Человеческий язык предполагает доверие: он не мог развиться до того, как мы стали помогать друг другу, и эволюция нашей склонности к взаимовыручке может стать ключом к проблеме происхождения языка.
Из раздела о лингвистических возможностях животных мы поняли, что братья наши меньшие способны усвоить многое из того, что относится к языку. Они запоминают слова, соединяя понятия с «ярлыками», и успешно учатся использовать слова в правильном контексте. Кроме того, они способны связывать слова между собой, составляя некие высказывания, даже если в них нет и намека на грамматику. Животные понимают человеческую речь, по крайней мере отчасти. Конечно, их языковые способности совершенно другого уровня, но их было бы вполне достаточно, чтобы создать примитивный праязык.
Однако дело в том, что эти способности проявляются у обезьян только после занятий с человеком. Самостоятельно в дикой природе обезьяны не могут ни на йоту продвинуться в лингвистическом плане. Очевидно, им чего-то не хватает, чтобы начать использовать пусть даже самую примитивную форму языка. И дело здесь не в языковых способностях. Не хватает чего-то другого.
Это «другое» – доверие и взаимопомощь в человеческом смысле.

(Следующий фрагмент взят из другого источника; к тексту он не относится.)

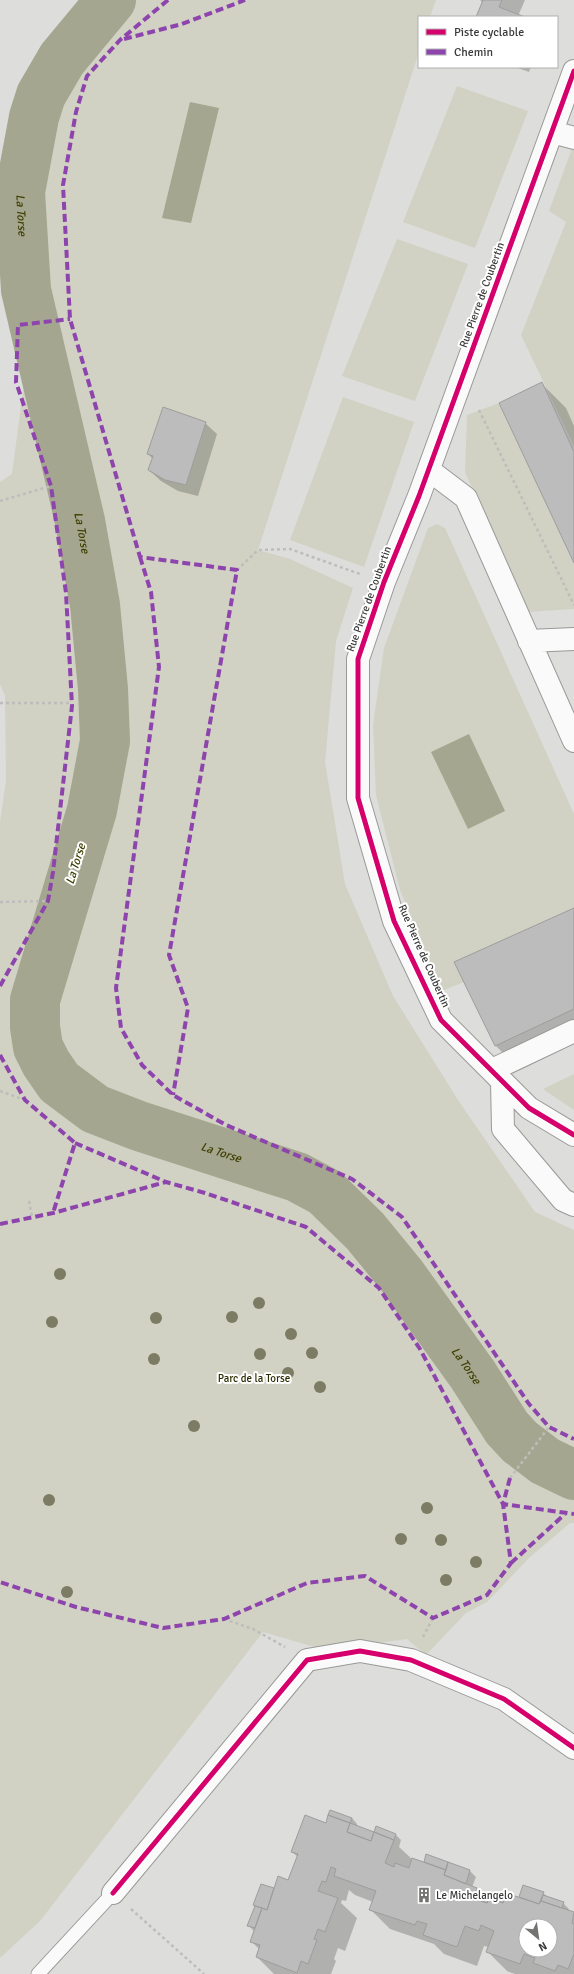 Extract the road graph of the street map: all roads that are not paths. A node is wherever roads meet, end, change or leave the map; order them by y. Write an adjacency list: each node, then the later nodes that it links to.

Сами по себе эти качества могли послужить основой для возникновения языка. И это наталкивает на мысль, что наша склонность к сотрудничеству и взаимовыручка – ключ к проблеме происхождения языка, и наоборот, отсутствие того и другого можно рассматривать как основную причину бессловесности прочих обезьян.
Взаимовыручку и сотрудничество не так-то просто объяснить эволюцией по Дарвину. Шведский ученый-эволюционист Патрик Линдефорс посвятил этому целую книгу, которая так и называется «Кому это выгодно?».

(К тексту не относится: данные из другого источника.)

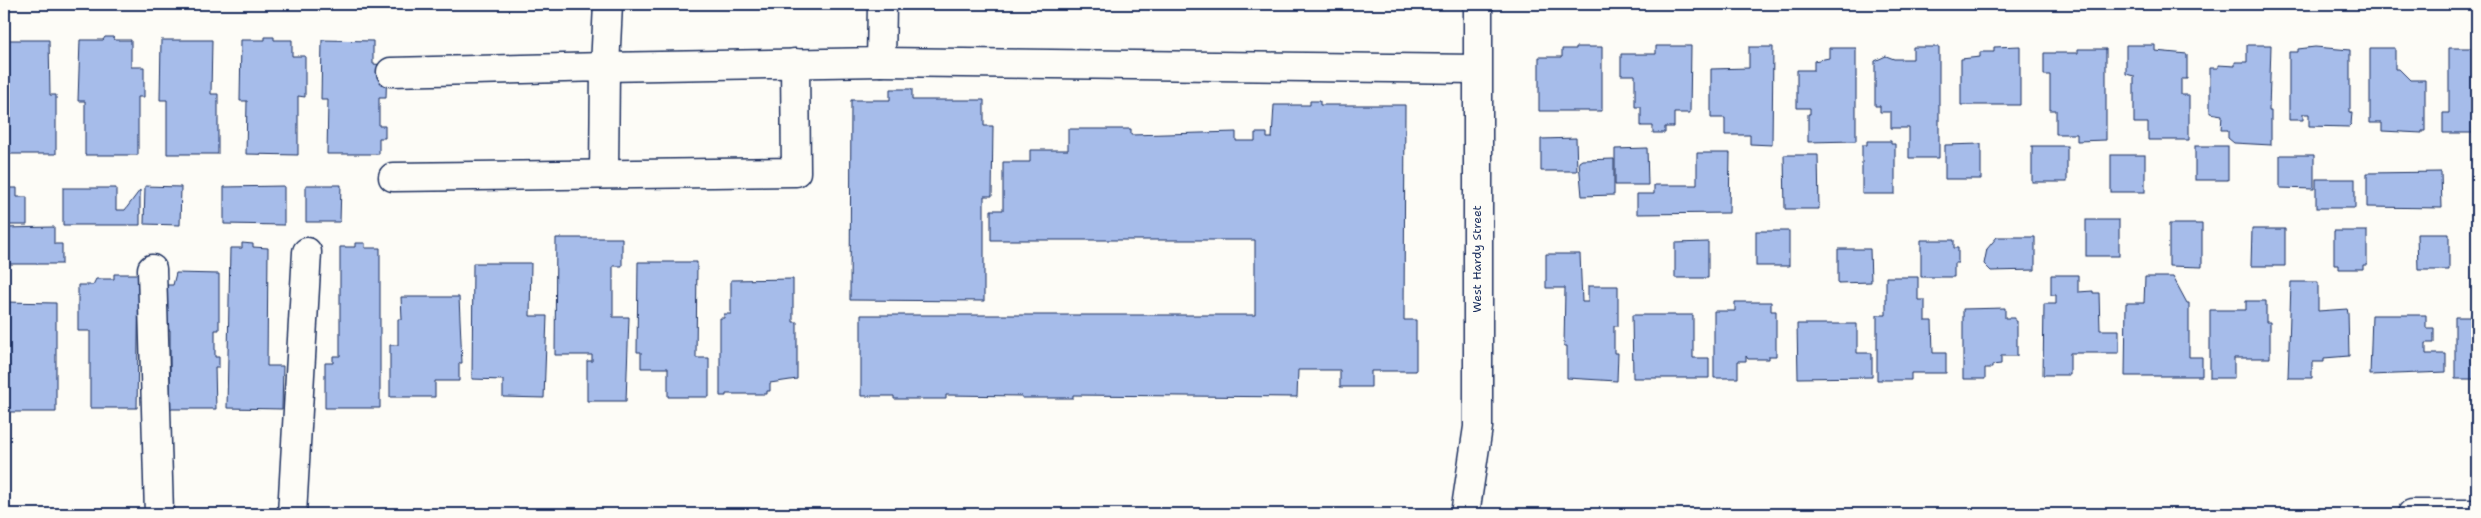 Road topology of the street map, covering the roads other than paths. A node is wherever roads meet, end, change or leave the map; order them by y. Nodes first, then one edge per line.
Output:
1 (608, 4) edge
2 (882, 4) edge
3 (1478, 4) edge
4 (880, 62) junction
5 (795, 63) junction
6 (605, 68) junction
7 (1477, 69) junction
8 (392, 72) dead end
9 (604, 174) junction
10 (393, 177) dead end
11 (307, 252) dead end
12 (152, 269) dead end
13 (159, 514) edge
14 (292, 514) edge
15 (1465, 514) edge
16 (2412, 514) edge
17 (2477, 514) edge

1 - 6 street
2 - 4 street
3 - 7 street, West Hardy Street
4 - 5 street
4 - 7 street
5 - 6 street
5 - 9 street
6 - 8 street
6 - 9 street
7 - 15 street, West Hardy Street
9 - 10 street
11 - 14 street
12 - 13 street
16 - 17 street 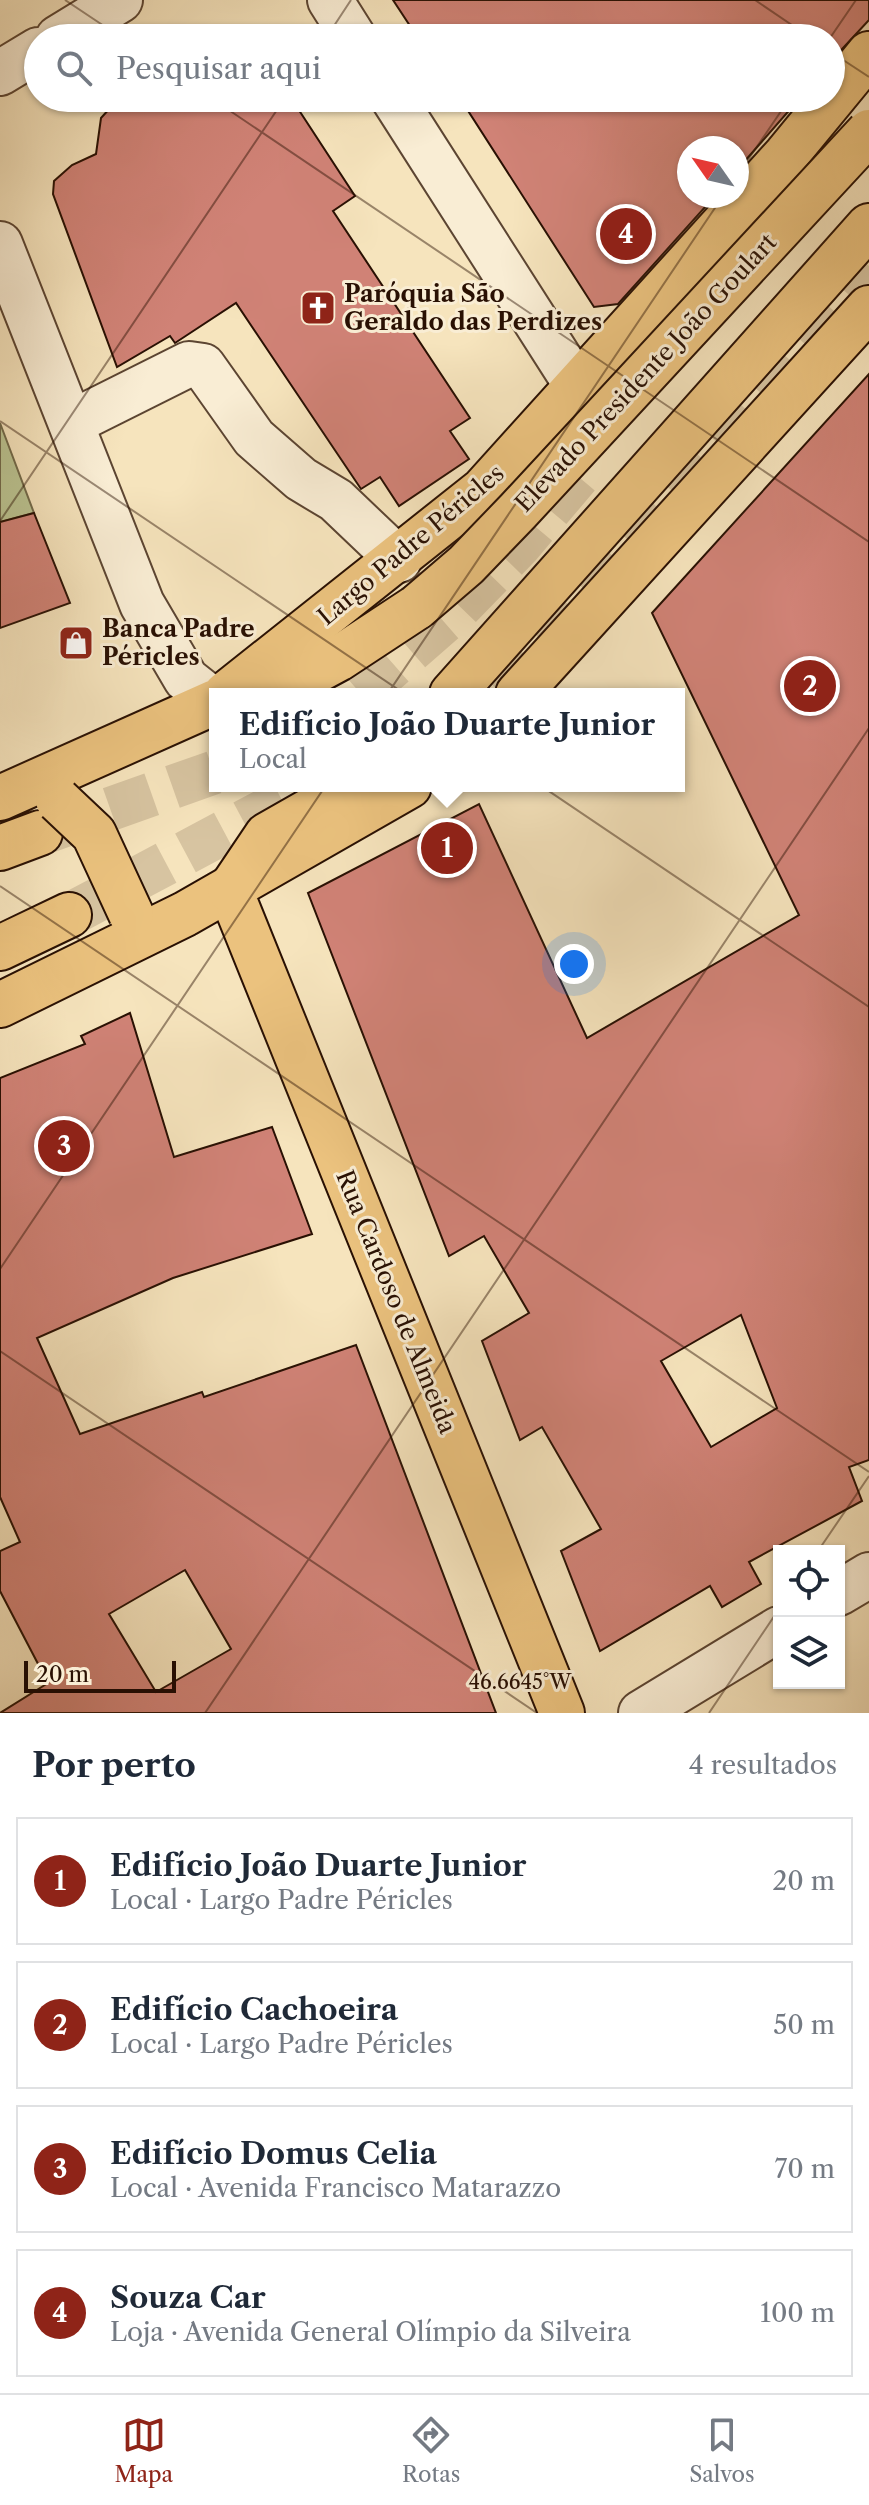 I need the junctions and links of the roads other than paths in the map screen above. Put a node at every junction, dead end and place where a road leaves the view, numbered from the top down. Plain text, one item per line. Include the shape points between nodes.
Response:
1 (120, 0) edge
2 (330, 0) edge
3 (81, 24) edge
4 (345, 24) edge
5 (869, 54) edge
6 (24, 58) edge
7 (0, 73) edge
8 (845, 83) edge
9 (402, 112) edge
10 (821, 112) edge
11 (869, 132) edge
12 (869, 226) edge
13 (0, 244) edge
14 (869, 308) edge
15 (577, 386) junction
16 (71, 423) junction
17 (399, 560) junction
18 (234, 688) edge
19 (284, 688) edge
20 (457, 688) edge
21 (523, 688) edge
22 (209, 697) edge
23 (209, 705) edge
24 (342, 792) edge
25 (399, 792) edge
26 (33, 803) edge
27 (0, 848) edge
28 (230, 890) junction
29 (69, 915) tunnel mouth
30 (136, 925) junction
31 (0, 948) edge
32 (0, 1005) edge
33 (869, 1575) edge
34 (845, 1589) edge
35 (773, 1633) edge
36 (562, 1713) edge
37 (641, 1713) edge

1 - 3 street
2 - 4 street
5 - 8 main road, Largo Padre Péricles
6 - 7 street
9 - 15 street
10 - 15 main road, Largo Padre Péricles
11 - 19 main road, Elevado Presidente João Goulart, bridge via 466,565 417,607
12 - 20 main road
13 - 16 street
14 - 21 main road
15 - 17 main road, Largo Padre Péricles via 483,490
16 - 17 street via 189,364 203,366 254,438 301,479 336,500
16 - 22 street via 142,604 186,679
17 - 18 main road, Largo Padre Péricles
23 - 26 main road
24 - 28 main road via 267,835
25 - 28 main road
26 - 27 main road
26 - 30 main road, bridge via 94,834
28 - 30 main road
28 - 36 main road, Rua Cardoso de Almeida
29 - 31 main road
30 - 32 main road
33 - 34 street
35 - 37 street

Заголовок этого издания – перевод латинского выражения Cui bono, которое часто используется в криминальном контексте, но неплохо работает и здесь. «Кому выгодно такое поведение?» – вот основной вопрос при эволюционной постановке проблемы взаимовыручки и сотрудничества.
Естественный отбор, как правило, поощряет то, что способствует выживанию и размножению самого индивида, но не кого-то другого за его счет. То есть преимущества в естественном отборе у того, кто помогает только себе, а не тратит собственные ресурсы на поддержку конкурентов в борьбе за существование. Поэтому большинство животных выбирает способ поведения, который был бы наиболее выгоден для них самих и ни для кого больше, что в конечном счете и приводит к недоверию в животном мире.

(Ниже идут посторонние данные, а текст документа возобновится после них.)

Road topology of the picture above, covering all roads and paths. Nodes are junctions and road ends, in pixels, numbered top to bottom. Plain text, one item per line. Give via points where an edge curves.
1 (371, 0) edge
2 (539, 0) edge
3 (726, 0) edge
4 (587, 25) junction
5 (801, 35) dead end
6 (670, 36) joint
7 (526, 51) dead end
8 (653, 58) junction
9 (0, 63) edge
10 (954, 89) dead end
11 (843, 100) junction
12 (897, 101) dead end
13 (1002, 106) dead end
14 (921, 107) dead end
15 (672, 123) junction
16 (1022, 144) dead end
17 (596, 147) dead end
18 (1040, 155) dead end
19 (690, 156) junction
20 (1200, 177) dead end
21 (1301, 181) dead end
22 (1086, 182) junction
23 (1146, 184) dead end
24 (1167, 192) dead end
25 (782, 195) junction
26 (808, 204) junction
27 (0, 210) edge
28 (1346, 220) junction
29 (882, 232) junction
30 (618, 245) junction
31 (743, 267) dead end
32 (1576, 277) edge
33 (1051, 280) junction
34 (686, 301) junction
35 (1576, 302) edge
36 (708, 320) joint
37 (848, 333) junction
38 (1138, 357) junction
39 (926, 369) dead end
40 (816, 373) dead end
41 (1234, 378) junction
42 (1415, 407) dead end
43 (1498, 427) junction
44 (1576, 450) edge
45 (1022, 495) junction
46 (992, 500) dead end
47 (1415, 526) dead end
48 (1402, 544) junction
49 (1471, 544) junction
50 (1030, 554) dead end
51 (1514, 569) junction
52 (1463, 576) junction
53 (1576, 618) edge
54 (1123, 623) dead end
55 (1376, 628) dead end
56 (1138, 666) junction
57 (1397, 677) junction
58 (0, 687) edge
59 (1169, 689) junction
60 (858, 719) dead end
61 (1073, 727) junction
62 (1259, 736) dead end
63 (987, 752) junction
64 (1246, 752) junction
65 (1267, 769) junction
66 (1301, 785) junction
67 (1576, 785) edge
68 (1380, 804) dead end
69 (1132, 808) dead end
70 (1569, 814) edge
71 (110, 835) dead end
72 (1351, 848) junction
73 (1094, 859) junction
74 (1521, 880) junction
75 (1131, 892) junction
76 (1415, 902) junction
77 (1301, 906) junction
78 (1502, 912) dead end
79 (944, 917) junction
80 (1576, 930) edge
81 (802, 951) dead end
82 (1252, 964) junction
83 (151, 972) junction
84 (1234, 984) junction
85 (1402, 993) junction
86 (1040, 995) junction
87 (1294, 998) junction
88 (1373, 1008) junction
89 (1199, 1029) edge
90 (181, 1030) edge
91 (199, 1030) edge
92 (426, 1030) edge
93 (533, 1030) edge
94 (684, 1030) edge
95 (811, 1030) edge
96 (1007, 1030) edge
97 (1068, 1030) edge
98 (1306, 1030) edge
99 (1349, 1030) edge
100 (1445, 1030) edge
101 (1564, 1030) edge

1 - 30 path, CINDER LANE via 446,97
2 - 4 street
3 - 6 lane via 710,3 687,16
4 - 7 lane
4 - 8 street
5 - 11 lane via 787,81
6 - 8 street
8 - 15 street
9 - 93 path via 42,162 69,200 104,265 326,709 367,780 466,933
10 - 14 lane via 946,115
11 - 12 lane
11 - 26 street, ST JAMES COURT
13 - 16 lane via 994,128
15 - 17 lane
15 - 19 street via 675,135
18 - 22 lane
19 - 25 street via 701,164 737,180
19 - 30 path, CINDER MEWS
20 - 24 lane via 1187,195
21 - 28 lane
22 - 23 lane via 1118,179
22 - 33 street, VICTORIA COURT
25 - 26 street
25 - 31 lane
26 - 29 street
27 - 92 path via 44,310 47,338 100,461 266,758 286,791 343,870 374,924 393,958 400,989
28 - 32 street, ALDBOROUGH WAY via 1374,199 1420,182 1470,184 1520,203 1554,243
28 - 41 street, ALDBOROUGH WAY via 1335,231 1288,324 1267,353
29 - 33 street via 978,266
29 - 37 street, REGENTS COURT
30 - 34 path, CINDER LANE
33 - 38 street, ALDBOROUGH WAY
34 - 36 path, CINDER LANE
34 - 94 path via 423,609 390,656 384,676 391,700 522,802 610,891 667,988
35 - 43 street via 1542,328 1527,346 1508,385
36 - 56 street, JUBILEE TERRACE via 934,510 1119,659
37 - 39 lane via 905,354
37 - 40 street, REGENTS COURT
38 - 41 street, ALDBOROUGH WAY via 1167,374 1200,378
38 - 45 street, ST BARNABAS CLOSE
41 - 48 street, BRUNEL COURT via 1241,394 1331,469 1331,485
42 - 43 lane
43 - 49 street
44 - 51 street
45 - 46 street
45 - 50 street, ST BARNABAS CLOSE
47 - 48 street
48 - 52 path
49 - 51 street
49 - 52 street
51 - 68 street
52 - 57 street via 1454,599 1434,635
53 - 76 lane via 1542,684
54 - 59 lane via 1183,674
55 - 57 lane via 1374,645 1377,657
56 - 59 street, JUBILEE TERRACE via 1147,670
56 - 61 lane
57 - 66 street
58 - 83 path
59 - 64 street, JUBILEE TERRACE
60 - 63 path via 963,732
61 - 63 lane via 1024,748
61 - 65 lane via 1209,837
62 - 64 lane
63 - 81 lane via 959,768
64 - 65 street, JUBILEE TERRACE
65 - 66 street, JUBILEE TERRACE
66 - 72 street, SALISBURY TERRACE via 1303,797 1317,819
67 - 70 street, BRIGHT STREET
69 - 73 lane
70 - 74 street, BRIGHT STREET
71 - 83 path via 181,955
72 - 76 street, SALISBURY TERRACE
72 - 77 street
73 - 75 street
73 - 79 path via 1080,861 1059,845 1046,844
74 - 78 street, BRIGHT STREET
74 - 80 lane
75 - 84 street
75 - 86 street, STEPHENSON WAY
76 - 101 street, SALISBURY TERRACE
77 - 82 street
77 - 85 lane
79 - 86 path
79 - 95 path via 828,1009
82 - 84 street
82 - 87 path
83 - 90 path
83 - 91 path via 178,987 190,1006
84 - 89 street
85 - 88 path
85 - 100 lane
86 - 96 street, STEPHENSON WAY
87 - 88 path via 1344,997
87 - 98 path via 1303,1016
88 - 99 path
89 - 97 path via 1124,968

Помощь родителей своему потомству – единственное нарушение этого принципа в дикой природе, которое считается нормальным. Но у потомства родительские гены, поэтому, помогая детям, родители закрепляют свои гены в популяции. Другие родственники также несут часть моих генов, поэтому непотизм (от латинского «nepos», что значит «племянник») – поддержка детей сестры или брата, пусть не напрямую, но вознаграждается продолжением моих генов в будущих поколениях. Вообще, взаимопомощь внутри семьи не так сложно истолковать в дарвинистских терминах.
Однако в особых обстоятельствах распространение помощи на более широкие круги особей одного вида также поощряется естественным отбором. Протянуть руку чужому по крови – не очевидная выгода с точки зрения дарвинизма. Поэтому такое поведение – большая редкость в животном мире и эволюционный парадокс.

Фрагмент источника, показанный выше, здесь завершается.